Título: O andaime e a cruz
Autor:
Fonte: Jornal do Brasil, 01/02/2006, País, p. A2

Ao visitar o grande canteiro de obras de Brasília, Raymond Cartier, do Paris-Match, resumiu a grandeza do projeto em um parágrafo curto. Cito-o de memória: A catedral é uma cruz de madeira, sobre tábuas soltas. O grande jornalista francês, conhecido pelo seu humanismo e pela força do texto, descreveu um sonho. Brasília era um sonho que se concretizava. O andaime e - sobre ele - a cruz. Ontem, há 50 anos, Juscelino assumia a Presidência da República, depois de meses tumultuados. Em agosto de 1954, acossado pelos inimigos internos e externos, Getúlio atirara contra o coração. Em outubro de 1955, o mineiro era eleito. Poucos dias antes do pleito, Lacerda dizia, em artigo que expunha o ódio dos conservadores, e que cito também de memória: A dupla Ku e Jo não pode ser eleita. Se eleita, não pode tomar posse. Se tomar posse, não pode governar.

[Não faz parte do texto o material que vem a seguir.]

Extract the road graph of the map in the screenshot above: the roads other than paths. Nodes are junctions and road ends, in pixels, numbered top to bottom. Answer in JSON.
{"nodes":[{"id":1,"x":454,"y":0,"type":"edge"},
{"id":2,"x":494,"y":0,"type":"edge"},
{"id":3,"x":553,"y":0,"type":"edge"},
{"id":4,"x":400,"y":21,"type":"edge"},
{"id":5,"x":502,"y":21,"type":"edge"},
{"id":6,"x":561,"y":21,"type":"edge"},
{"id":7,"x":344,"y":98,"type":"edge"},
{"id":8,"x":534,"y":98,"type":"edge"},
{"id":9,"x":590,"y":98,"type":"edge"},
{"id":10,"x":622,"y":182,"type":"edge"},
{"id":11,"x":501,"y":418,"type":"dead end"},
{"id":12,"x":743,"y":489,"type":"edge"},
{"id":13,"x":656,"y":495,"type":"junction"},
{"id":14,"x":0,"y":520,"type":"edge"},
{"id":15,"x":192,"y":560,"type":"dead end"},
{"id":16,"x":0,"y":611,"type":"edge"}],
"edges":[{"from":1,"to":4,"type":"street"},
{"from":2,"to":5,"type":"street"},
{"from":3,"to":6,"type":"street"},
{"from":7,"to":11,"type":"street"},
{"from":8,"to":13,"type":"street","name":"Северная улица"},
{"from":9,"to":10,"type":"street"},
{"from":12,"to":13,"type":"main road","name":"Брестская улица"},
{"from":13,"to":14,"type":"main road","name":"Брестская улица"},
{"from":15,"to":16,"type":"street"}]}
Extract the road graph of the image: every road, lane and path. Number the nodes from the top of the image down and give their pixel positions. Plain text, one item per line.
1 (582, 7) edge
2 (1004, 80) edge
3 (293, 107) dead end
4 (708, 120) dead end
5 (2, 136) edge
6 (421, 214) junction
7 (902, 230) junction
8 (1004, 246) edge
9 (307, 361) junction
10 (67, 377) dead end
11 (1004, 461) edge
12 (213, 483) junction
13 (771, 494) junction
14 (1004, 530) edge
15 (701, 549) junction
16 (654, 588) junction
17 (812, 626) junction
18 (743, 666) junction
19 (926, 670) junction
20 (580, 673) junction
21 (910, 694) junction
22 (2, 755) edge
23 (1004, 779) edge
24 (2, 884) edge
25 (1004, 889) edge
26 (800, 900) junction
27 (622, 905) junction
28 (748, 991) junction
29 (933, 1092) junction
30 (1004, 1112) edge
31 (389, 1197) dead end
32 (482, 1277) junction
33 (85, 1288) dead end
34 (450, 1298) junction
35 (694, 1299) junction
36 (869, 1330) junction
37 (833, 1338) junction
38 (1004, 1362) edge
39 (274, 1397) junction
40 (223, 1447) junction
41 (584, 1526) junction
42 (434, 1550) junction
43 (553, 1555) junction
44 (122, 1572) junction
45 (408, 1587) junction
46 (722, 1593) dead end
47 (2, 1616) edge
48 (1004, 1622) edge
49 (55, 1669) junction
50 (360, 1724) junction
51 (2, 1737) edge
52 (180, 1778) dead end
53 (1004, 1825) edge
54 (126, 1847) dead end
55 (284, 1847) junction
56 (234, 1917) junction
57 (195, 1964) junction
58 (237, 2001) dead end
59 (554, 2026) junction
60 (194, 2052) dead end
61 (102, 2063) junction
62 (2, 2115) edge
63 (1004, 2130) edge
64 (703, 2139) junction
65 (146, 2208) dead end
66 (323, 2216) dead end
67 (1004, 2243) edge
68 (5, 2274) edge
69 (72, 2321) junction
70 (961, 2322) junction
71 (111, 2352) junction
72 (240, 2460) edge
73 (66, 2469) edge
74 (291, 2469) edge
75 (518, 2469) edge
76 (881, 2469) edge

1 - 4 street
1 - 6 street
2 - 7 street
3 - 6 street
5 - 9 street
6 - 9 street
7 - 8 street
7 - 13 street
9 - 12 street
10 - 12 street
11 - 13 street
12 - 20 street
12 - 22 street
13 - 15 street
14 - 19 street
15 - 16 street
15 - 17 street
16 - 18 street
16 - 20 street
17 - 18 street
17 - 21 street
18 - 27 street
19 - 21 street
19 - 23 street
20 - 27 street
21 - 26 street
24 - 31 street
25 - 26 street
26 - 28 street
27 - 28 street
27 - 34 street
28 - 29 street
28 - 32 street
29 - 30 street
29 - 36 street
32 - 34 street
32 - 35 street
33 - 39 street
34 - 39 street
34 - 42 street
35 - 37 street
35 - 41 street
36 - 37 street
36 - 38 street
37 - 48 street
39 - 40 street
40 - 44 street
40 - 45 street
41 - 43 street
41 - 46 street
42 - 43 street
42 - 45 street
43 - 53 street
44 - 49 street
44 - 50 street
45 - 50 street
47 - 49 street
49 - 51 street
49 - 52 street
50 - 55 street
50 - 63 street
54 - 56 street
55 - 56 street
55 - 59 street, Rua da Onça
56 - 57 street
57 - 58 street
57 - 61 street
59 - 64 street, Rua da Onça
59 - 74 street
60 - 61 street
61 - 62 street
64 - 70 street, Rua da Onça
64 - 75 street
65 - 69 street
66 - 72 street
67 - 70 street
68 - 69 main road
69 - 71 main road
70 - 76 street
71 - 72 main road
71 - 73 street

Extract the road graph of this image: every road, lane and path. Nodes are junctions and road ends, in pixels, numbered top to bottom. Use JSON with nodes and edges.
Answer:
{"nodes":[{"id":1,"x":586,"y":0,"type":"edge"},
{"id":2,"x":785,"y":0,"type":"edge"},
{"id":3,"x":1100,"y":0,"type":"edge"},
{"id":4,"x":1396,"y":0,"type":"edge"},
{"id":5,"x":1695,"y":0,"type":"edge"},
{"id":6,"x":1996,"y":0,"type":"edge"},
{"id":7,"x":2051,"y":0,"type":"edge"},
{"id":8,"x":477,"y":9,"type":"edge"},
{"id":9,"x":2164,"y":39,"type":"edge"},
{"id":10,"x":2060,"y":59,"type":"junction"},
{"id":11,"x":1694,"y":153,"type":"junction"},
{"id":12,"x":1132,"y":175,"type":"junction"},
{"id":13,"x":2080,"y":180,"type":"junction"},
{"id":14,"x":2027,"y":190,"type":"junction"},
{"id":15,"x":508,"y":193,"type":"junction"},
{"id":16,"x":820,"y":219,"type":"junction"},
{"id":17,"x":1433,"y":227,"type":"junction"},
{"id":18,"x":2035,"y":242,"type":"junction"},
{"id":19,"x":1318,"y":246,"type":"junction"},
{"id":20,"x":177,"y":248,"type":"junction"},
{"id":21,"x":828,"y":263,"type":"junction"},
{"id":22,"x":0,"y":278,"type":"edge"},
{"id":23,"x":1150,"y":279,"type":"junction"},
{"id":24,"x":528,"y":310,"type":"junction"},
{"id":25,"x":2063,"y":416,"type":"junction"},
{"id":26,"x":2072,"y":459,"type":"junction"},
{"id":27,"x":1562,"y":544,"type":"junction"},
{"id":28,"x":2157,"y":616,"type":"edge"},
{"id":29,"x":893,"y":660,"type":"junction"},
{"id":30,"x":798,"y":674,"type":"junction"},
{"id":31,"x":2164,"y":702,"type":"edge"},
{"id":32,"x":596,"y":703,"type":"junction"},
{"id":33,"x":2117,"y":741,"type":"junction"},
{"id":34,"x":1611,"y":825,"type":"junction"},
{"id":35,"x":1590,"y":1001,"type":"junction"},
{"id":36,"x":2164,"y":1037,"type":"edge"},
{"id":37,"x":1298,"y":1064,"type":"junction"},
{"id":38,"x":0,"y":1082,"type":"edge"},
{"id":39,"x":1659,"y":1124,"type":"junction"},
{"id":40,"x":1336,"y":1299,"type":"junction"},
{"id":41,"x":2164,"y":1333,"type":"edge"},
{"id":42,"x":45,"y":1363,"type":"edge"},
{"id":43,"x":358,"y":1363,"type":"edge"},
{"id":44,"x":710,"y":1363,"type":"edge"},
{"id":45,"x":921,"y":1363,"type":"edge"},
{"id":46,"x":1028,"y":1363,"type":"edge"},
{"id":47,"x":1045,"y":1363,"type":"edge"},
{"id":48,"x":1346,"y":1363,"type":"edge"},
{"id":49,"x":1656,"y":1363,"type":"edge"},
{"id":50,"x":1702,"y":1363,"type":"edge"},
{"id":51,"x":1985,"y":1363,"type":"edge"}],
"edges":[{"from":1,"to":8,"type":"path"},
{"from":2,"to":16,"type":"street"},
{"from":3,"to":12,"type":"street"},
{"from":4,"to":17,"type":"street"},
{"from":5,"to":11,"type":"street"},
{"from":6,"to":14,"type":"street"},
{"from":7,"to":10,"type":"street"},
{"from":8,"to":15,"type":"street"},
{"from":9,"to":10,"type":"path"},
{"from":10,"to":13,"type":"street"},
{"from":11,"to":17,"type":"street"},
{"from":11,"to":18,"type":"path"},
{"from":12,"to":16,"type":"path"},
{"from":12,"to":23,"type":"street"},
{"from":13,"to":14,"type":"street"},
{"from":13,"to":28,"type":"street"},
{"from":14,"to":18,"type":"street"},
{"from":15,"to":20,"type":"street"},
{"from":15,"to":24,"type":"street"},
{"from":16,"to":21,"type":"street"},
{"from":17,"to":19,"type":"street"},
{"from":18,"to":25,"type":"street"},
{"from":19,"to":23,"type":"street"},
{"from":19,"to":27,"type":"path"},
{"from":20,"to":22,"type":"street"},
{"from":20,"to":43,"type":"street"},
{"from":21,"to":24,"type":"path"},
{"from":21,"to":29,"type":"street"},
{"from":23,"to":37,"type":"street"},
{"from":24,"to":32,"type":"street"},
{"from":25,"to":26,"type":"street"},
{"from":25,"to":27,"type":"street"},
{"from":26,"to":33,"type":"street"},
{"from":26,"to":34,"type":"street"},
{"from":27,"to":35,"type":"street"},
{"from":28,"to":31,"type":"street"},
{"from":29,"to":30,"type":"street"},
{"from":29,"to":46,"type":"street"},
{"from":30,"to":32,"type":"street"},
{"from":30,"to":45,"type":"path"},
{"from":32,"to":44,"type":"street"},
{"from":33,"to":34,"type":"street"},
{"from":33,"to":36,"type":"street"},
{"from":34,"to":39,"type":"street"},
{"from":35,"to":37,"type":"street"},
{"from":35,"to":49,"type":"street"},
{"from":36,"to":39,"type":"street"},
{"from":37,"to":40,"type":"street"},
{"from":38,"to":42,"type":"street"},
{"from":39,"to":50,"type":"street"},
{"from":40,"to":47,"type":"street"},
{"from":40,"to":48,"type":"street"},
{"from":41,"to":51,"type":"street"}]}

Eleita ''a dupla'' - Juscelino Kubitschek e João Goulart - tentou-se o golpe em 11 de novembro, frustrado pela resistência política da Câmara e pela reação militar de Lott e Denys. Não era um homem que assumia a Presidência da República. Era uma vontade. Juscelino não conhecia economia, não conhecia profundamente história, nem se aprofundara nas doutrinas governamentais de seu tempo. Era médico, e os médicos costumam pensar organicamente. Sua visão é a da vida em um corpo concreto, com o funcionamento simultâneo das glândulas e órgãos. Por isso, conforme sempre confessou, não se sentia atraído pela vida parlamentar. Gostava de intervir na realidade, a fim de melhorá-la. E o fizera, nos dois cargos executivos que desempenhara antes, o de prefeito de Belo Horizonte e de governador de Minas.

Havia em Juscelino uma coisa que parece rara em nossos dias: o sentimento de nação. Ele acreditava no Brasil e em seu povo. Embora convivesse, desde que se formou, com as elites de Minas, ele se dava melhor com a gente simples do povo, e com a modesta classe média, de que viera. Ele amava a vida, e a sua fama de sedutor é procedente. Ele sabia como conquistar não só as mulheres, o que não deixa de ser virtude, mas também correligionários. Uma conversa com Juscelino quebrava os preconceitos políticos mais arraigados.

Os adversários invejavam sua capacidade de encantar as massas, de se confrontar com a hostilidade da grande imprensa conservadora, e de mobilizar equipes e multidões, na tarefa de levar o Brasil adiante. Juscelino podia sofrer nas reflexões solitárias, mas se mostrava ao povo como homem alegre, otimista, entusiasmado - e a alegria, como disseram outros, é a coisa mais séria da vida.

Há economistas - sempre economistas - que contestam hoje seus êxitos, debitando-lhe a crise que se seguiu. Há outros que mostram o contrário. Conforme Carlos Alberto Teixeira, editor da Revista Econômica Mercosul, Juscelino, ao assumir, encontrou uma inflação anual de 19,2%, medida de acordo com o IGP-DI, e a deixou em 30,9%. Foi um aumento substancial, no curso de cinco anos, mas longe, bem longe, do que ocorreu mais tarde - e se tratou do preço pago pelo extraordinário desenvolvimento que se seguiu. A dívida externa era de 3,42% e cresceu para 4,08% do PIB no final de seu mandato. Hoje é de 28,78% do PIB. A dívida pública federal era de 1% do PIB, e hoje representa 51%: um aumento de 50, nestes 50 anos. O salário mínimo real - ou seja, o seu poder de compra - correspondeu, em 1959, a R$ 561,54 de hoje. Durante os cinco anos de seu governo, a média anual de crescimento foi de 8,10% ao ano - 25% mais elevada do que a do crescimento do resto do mundo. A construção de Brasília, em valores de hoje, foi de US$ 40 bilhões, ou seja, um quarto do que pagamos de juros somente no ano passado. No governo passado, todas as estatais criadas por JK foram entregues aos privados na bacia das almas. E a dívida interna aumentou 11 vezes.

A crise que se seguiu foi política, e se refletiu na economia. O senhor Jânio Quadros não soube governar, tentou o golpe, e devolveu o Brasil à crise institucional que Juscelino domara. Juscelino foi apenas um homem comum, obstinado no exercício de singular virtude: a do amor ao Brasil e a seu povo.